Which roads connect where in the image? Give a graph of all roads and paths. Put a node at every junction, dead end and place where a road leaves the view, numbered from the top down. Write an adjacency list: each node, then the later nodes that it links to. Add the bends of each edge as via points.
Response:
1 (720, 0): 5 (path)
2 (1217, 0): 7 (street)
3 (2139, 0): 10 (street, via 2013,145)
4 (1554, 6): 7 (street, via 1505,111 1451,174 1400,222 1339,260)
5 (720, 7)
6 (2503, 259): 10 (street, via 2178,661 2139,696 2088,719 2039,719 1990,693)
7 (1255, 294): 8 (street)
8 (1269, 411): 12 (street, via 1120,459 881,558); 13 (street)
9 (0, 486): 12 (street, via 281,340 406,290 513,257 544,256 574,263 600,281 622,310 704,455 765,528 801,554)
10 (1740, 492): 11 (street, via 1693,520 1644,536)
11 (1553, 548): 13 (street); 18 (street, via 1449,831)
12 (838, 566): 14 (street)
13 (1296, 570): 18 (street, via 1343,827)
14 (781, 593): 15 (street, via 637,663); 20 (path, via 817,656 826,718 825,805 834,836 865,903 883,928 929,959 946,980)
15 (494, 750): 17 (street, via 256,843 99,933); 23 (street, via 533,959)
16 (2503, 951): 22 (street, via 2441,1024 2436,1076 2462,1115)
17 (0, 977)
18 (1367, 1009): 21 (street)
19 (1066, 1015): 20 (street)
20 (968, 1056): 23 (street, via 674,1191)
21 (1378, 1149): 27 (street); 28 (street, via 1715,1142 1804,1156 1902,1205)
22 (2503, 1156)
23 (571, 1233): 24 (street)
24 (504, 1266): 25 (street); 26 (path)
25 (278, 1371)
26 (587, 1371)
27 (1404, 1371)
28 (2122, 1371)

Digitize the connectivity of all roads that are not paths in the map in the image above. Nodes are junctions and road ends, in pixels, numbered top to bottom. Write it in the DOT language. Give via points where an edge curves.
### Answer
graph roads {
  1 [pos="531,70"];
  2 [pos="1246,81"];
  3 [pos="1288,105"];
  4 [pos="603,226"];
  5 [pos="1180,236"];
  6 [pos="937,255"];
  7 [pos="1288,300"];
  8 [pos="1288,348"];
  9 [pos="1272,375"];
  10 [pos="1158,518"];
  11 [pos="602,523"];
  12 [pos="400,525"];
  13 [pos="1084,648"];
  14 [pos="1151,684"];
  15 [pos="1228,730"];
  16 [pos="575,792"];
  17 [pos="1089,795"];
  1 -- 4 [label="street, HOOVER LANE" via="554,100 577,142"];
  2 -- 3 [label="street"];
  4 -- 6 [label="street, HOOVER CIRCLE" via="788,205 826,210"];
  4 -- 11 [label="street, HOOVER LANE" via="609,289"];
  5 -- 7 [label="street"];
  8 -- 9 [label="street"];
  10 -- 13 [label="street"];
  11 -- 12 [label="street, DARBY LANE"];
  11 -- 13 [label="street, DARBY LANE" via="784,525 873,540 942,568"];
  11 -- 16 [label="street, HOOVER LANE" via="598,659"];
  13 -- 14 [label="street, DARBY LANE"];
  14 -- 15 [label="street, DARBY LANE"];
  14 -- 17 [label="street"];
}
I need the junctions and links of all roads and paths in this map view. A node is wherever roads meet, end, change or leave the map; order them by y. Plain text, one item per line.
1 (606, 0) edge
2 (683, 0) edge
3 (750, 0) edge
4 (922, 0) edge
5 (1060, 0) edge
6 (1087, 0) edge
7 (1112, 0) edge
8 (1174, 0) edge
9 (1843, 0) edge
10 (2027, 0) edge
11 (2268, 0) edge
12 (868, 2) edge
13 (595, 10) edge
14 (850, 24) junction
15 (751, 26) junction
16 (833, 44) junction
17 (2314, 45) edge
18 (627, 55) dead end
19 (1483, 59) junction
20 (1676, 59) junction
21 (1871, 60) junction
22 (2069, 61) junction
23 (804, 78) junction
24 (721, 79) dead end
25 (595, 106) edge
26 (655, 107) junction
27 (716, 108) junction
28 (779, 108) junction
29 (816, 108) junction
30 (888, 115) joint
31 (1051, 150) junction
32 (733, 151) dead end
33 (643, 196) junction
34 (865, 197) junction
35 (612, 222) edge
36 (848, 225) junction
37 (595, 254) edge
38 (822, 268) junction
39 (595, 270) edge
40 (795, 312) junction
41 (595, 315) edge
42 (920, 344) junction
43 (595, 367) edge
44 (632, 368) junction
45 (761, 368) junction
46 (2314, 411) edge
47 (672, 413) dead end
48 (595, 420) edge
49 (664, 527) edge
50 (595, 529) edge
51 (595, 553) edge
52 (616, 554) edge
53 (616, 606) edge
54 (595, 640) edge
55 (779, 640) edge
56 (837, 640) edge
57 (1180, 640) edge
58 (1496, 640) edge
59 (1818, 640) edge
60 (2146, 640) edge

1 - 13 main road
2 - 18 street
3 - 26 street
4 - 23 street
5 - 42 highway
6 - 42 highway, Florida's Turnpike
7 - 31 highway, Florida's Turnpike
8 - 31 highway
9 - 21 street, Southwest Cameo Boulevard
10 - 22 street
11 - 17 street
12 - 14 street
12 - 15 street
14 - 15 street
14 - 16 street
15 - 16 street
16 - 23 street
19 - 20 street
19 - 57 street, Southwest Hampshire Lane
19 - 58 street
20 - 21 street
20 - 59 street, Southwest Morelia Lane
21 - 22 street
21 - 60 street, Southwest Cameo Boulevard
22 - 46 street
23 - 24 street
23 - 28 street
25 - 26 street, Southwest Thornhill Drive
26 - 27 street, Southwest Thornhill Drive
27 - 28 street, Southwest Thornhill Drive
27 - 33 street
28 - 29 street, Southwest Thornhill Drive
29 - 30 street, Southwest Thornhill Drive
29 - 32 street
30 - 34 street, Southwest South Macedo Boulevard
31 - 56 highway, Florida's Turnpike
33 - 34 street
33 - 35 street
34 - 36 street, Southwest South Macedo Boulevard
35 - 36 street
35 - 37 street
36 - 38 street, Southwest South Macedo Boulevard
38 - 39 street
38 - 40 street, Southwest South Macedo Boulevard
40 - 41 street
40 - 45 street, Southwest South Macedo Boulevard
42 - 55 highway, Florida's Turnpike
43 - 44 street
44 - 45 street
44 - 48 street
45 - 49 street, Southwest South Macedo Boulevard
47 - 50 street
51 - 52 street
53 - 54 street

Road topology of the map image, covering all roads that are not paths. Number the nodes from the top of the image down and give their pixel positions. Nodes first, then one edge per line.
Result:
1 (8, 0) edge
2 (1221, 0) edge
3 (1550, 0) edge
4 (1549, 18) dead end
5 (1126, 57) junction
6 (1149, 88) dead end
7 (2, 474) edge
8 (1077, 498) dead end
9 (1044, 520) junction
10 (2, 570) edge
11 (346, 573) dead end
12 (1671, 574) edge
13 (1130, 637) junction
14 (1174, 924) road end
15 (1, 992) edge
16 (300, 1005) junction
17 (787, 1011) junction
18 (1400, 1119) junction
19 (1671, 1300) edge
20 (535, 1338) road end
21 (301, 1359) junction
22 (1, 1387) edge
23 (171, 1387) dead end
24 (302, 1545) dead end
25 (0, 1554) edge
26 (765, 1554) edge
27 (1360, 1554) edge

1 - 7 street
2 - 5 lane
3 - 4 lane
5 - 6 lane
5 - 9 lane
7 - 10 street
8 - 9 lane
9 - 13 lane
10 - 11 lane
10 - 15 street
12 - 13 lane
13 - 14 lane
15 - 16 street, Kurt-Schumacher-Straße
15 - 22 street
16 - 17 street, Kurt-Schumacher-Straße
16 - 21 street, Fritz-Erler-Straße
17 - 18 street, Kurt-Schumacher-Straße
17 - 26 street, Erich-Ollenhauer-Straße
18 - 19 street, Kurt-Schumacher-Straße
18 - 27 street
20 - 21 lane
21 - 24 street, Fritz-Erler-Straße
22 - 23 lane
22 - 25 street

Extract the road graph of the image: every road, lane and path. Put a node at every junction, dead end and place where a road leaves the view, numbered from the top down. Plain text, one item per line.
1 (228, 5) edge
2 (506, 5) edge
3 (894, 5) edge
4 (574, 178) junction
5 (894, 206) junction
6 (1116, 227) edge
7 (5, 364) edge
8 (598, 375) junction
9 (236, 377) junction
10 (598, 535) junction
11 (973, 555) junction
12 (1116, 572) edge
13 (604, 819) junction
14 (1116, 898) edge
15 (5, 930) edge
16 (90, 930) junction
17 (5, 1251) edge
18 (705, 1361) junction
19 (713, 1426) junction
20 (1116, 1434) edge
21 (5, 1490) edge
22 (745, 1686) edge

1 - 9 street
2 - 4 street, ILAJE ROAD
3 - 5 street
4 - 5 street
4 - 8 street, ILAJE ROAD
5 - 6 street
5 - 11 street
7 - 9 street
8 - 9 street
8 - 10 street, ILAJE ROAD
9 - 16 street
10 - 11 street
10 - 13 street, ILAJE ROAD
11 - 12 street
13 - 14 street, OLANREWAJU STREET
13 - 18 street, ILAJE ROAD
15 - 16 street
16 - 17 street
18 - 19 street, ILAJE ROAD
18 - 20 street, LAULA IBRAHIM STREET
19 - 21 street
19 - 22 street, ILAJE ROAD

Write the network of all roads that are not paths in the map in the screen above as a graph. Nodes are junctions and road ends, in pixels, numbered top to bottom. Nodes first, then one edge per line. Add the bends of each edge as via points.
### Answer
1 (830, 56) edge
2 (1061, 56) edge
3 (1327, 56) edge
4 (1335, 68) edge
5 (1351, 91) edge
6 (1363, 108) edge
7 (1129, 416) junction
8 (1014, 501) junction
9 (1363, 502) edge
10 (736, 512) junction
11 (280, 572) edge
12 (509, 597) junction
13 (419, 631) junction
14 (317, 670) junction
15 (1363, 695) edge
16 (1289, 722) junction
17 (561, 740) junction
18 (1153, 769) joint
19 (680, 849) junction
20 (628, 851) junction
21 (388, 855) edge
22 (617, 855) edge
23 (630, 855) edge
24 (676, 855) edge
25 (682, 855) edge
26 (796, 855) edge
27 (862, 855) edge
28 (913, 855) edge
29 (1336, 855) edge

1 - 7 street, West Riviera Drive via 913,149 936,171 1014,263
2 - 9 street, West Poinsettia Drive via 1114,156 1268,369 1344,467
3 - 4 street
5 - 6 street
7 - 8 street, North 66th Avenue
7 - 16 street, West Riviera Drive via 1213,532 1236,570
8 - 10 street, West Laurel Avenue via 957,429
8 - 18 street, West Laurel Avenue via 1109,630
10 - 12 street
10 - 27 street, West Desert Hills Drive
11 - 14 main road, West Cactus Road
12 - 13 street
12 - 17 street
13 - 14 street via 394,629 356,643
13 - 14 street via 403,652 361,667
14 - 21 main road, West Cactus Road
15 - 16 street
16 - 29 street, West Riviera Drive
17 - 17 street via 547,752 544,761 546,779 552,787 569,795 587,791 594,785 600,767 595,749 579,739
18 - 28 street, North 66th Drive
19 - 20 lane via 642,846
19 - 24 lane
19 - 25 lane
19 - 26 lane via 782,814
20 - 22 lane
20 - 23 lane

Task goal ▸ Show every line above where "Thornhill" is found.

Completed exercise ▸
25 - 26 street, Southwest Thornhill Drive
26 - 27 street, Southwest Thornhill Drive
27 - 28 street, Southwest Thornhill Drive
28 - 29 street, Southwest Thornhill Drive
29 - 30 street, Southwest Thornhill Drive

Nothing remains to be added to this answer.